Friday, January 11, 2013

Warmist Eugene Robinson claims that the climate-change "denialists" have been silent lately

Eugene Robinson: Climate-change evidence before our eyes - The Washington Post
All right, now can we talk about climate change? After a year when the lower 48 states suffered the warmest temperatures, and the second-craziest weather, since record-keeping began?

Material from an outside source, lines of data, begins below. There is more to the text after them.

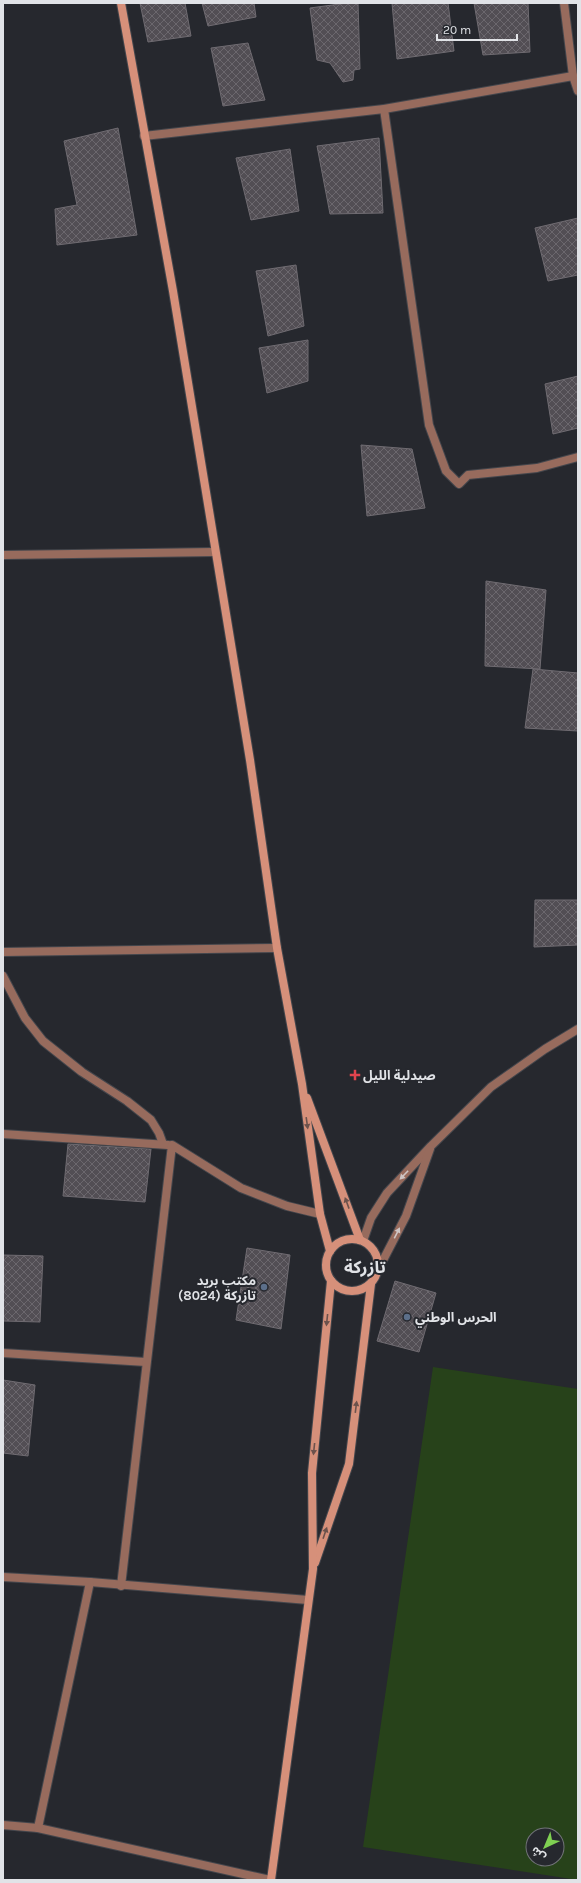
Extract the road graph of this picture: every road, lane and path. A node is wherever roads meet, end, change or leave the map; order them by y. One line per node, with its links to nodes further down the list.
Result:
1 (121, 3): 6 (street)
2 (564, 3): 3 (street)
3 (573, 76): 4 (street); 5 (street)
4 (578, 91)
5 (384, 109): 6 (street); 7 (street)
6 (144, 136): 8 (street)
7 (578, 457)
8 (215, 552): 9 (street); 10 (street)
9 (3, 555)
10 (277, 948): 11 (street); 14 (street)
11 (3, 952)
12 (3, 976): 16 (street)
13 (578, 1028): 18 (street)
14 (302, 1084): 19 (street, one-way to 19); 20 (street, one-way to 14)
15 (3, 1134): 16 (street)
16 (163, 1144): 17 (street)
17 (172, 1145): 19 (street); 26 (street)
18 (431, 1146): 20 (street, one-way to 20); 22 (street, one-way to 18)
19 (320, 1214): 21 (street)
20 (362, 1241): 21 (street); 22 (street)
21 (330, 1251): 23 (street)
22 (379, 1268): 24 (street)
23 (331, 1281): 24 (street); 27 (street, one-way to 27)
24 (371, 1284): 27 (street, one-way to 24)
25 (3, 1353): 26 (street)
26 (146, 1362): 30 (street)
27 (313, 1569): 31 (street)
28 (3, 1577): 29 (street)
29 (90, 1582): 30 (street); 33 (street)
30 (121, 1586): 31 (street)
31 (308, 1600): 34 (street)
32 (3, 1825): 33 (street)
33 (38, 1828): 34 (street)
34 (270, 1880)

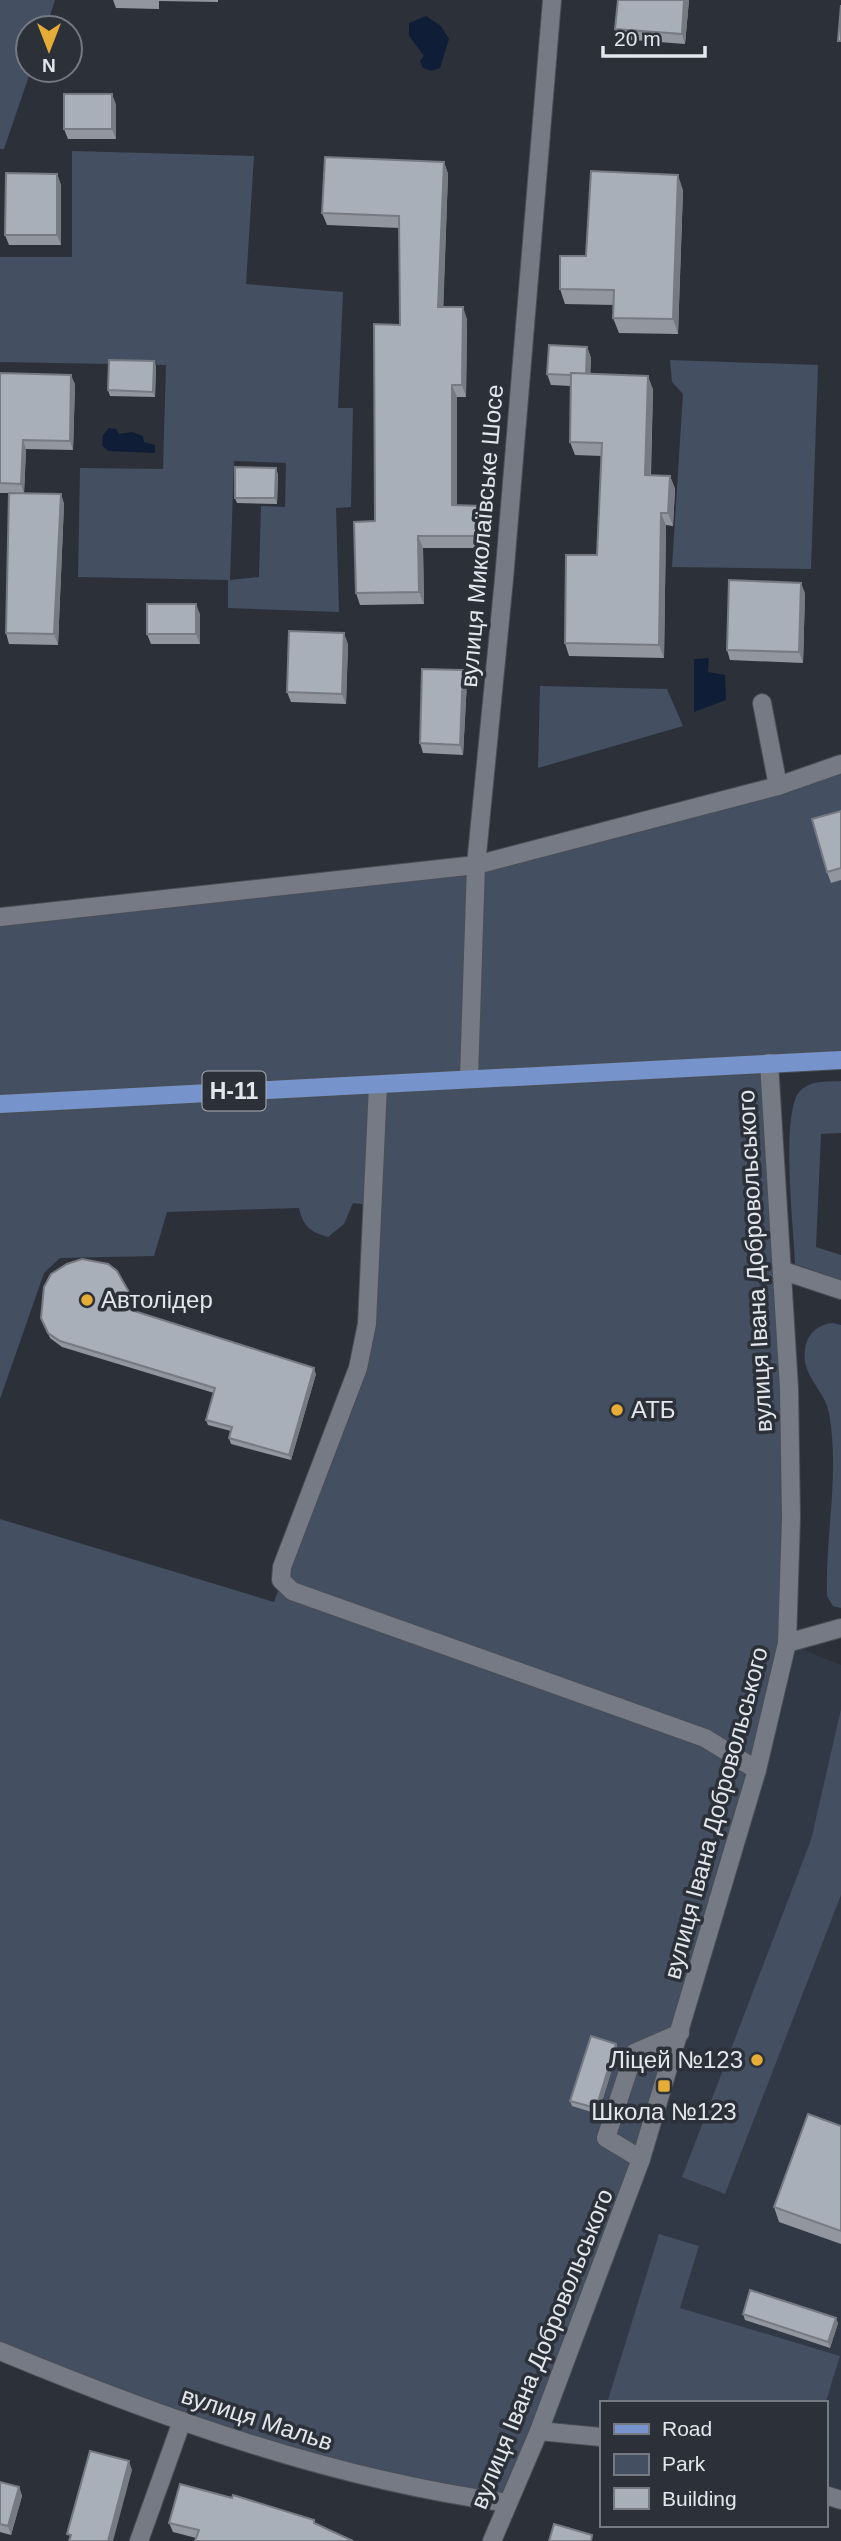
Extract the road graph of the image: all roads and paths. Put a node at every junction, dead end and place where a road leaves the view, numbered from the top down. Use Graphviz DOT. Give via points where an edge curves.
graph roads {
  1 [pos="552,0"];
  2 [pos="762,703"];
  3 [pos="841,764"];
  4 [pos="778,786"];
  5 [pos="476,865"];
  6 [pos="0,917"];
  7 [pos="841,1060"];
  8 [pos="769,1063"];
  9 [pos="469,1077"];
  10 [pos="378,1085"];
  11 [pos="0,1104"];
  12 [pos="783,1271"];
  13 [pos="841,1290"];
  14 [pos="841,1628"];
  15 [pos="787,1643"];
  16 [pos="757,1770"];
  17 [pos="680,2033"];
  18 [pos="641,2159"];
  19 [pos="0,2351"];
  20 [pos="182,2421"];
  21 [pos="539,2431"];
  22 [pos="600,2437"];
  23 [pos="508,2503"];
  24 [pos="139,2541"];
  25 [pos="492,2541"];
  1 -- 5 [label="street, вулиця Миколаївське Шосе"];
  2 -- 4 [label="street"];
  3 -- 4 [label="street"];
  4 -- 5 [label="street"];
  5 -- 6 [label="street"];
  5 -- 9 [label="street, вулиця Миколаївське Шосе"];
  7 -- 8 [label="main road, Н-11"];
  8 -- 9 [label="main road, Н-11"];
  8 -- 12 [label="street, вулиця Івана Добровольського"];
  9 -- 10 [label="main road, Н-11"];
  10 -- 11 [label="main road, Н-11"];
  10 -- 16 [label="street" via="367,1324 358,1368 281,1580 292,1591 705,1738"];
  12 -- 13 [label="street"];
  12 -- 15 [label="street, вулиця Івана Добровольського" via="791,1518"];
  14 -- 15 [label="street"];
  15 -- 16 [label="street, вулиця Івана Добровольського"];
  16 -- 17 [label="street, вулиця Івана Добровольського"];
  17 -- 18 [label="street, вулиця Івана Добровольського"];
  17 -- 18 [label="street" via="634,2053 606,2138"];
  18 -- 21 [label="street, вулиця Івана Добровольського"];
  19 -- 20 [label="street, вулиця Мальв"];
  20 -- 23 [label="street, вулиця Мальв" via="331,2469"];
  20 -- 24 [label="street"];
  21 -- 22 [label="street"];
  21 -- 23 [label="street, вулиця Івана Добровольського"];
  23 -- 25 [label="street, вулиця Івана Добровольського"];
}
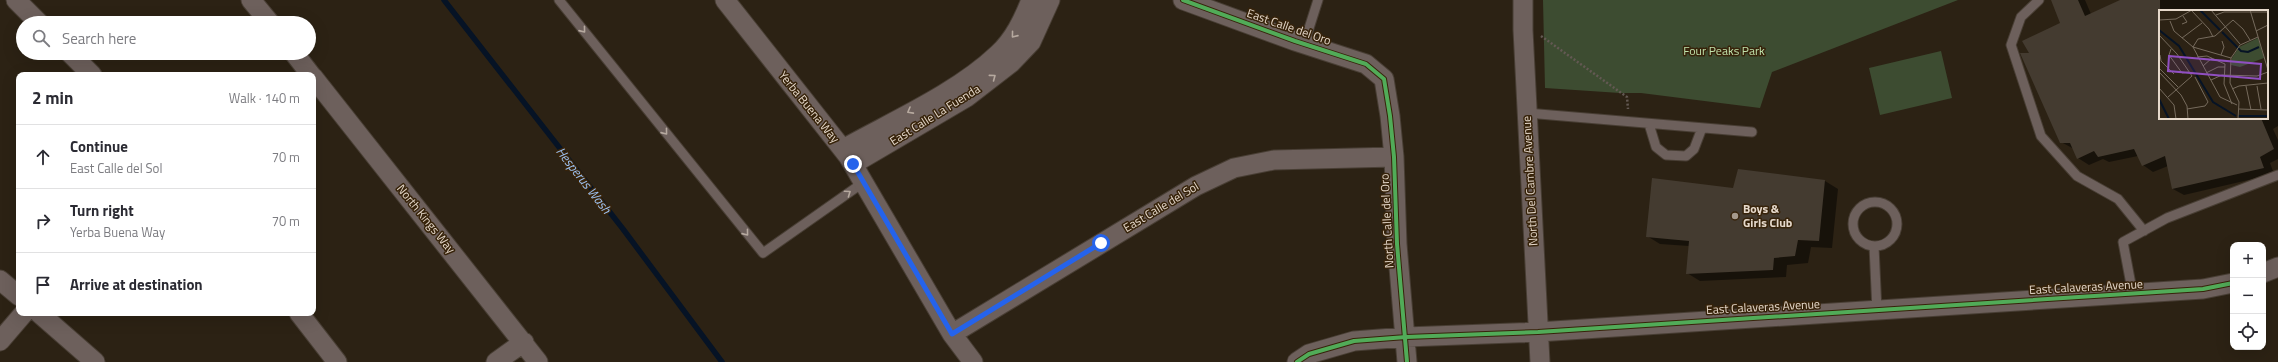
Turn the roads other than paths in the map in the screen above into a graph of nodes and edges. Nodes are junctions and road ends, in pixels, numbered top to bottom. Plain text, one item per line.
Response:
1 (16, 0) edge
2 (251, 0) edge
3 (559, 0) edge
4 (725, 0) edge
5 (1031, 0) edge
6 (1050, 0) edge
7 (1184, 0) edge
8 (1318, 0) edge
9 (1523, 0) edge
10 (2039, 0) edge
11 (32, 16) edge
12 (264, 16) edge
13 (1304, 44) junction
14 (77, 60) edge
15 (299, 60) edge
16 (89, 72) edge
17 (309, 72) edge
18 (1384, 80) joint
19 (316, 81) edge
20 (1527, 114) junction
21 (1649, 124) junction
22 (1702, 128) junction
23 (1752, 132) dead end
24 (848, 157) junction
25 (1394, 157) junction
26 (2278, 175) edge
27 (864, 182) junction
28 (2144, 231) junction
29 (1874, 246) junction
30 (2278, 267) edge
31 (2266, 272) edge
32 (0, 280) edge
33 (2230, 284) edge
34 (16, 293) edge
35 (2133, 295) junction
36 (1877, 311) junction
37 (21, 316) edge
38 (42, 316) edge
39 (301, 316) edge
40 (1538, 332) junction
41 (952, 334) junction
42 (1406, 336) junction
43 (0, 340) edge
44 (524, 342) junction
45 (95, 362) edge
46 (337, 362) edge
47 (496, 362) edge
48 (538, 362) edge
49 (973, 362) edge
50 (1297, 362) edge
51 (1407, 362) edge
52 (1540, 362) edge

1 - 11 street
2 - 12 street
3 -> 27 lane
4 - 24 street, Yerba Buena Way
5 -> 24 street, East Calle La Fuenda
24 -> 6 street, East Calle La Fuenda
7 - 13 street, East Calle del Oro
8 - 13 lane
9 - 20 street, North Del Cambre Avenue
10 - 28 lane
13 - 18 street, East Calle del Oro
14 - 16 street
15 - 17 street
18 - 25 street, North Calle del Oro
19 - 44 street, North Kings Way
20 - 21 lane
20 - 40 street, North Del Cambre Avenue
21 - 22 lane
21 - 22 lane
22 - 23 lane
24 - 27 street, Yerba Buena Way
25 - 41 street, East Calle del Sol
25 - 42 street, North Calle del Oro
26 - 28 lane
27 - 41 street, Yerba Buena Way
28 - 35 lane
29 - 29 lane
29 - 36 lane
30 - 31 street
32 - 34 street
33 - 35 street, East Calaveras Avenue
35 - 36 street, East Calaveras Avenue
36 - 40 street, East Calaveras Avenue
37 - 43 street
38 - 45 street
39 - 46 street
40 - 42 street, East Calaveras Avenue
40 - 52 street, North Del Cambre Avenue
41 - 49 street, Yerba Buena Way
42 - 50 street, East Calaveras Avenue
42 - 51 street, North Calle del Oro
44 - 47 street
44 - 48 street, North Kings Way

Apparently not. The climate-change denialists — especially those who manipulate the data in transparently bogus ways to claim that warming has halted or even reversed course — have been silent, as one might expect. Sensible people accept the fact of warming, but many doubt that our dysfunctional political system can respond in any meaningful way.
...
Hurricanes striking where they don’t usually strike, fires burning where they don’t usually burn, drought everywhere — these anomalies begin to add up. Scientists have long told us that one impact of climate change will be increased volatility, and unpredictability, in weather events. This appears to be what we’re getting.
...To put it in context, breaking the record for hottest year by a full degree is like breaking the world record for the long jump not by an inch or two, but by nearly two feet, as Bob Beamon did at the 1968 Olympics.
Assuming the lower-48 U.S. (1.5% of the world) temperature record isn't deeply fudged, which it is, we're told that an increase of 285.5 Kelvin to 286.1 Kelvin is like the increase from 27 feet to 29 feet in the long jump.   Beamon's long jump margin was massively more impressive, and it was not accomplished by fudging the previous record down and the current record up.

1 comment:

Anonymous said...

And the world didn't react with horror and demand that we must deal with the problem of excessive long-jumping.

Which was, perhaps, a mistake, because Mike Powell did it again in 1991. Won't anyone think of the poor children!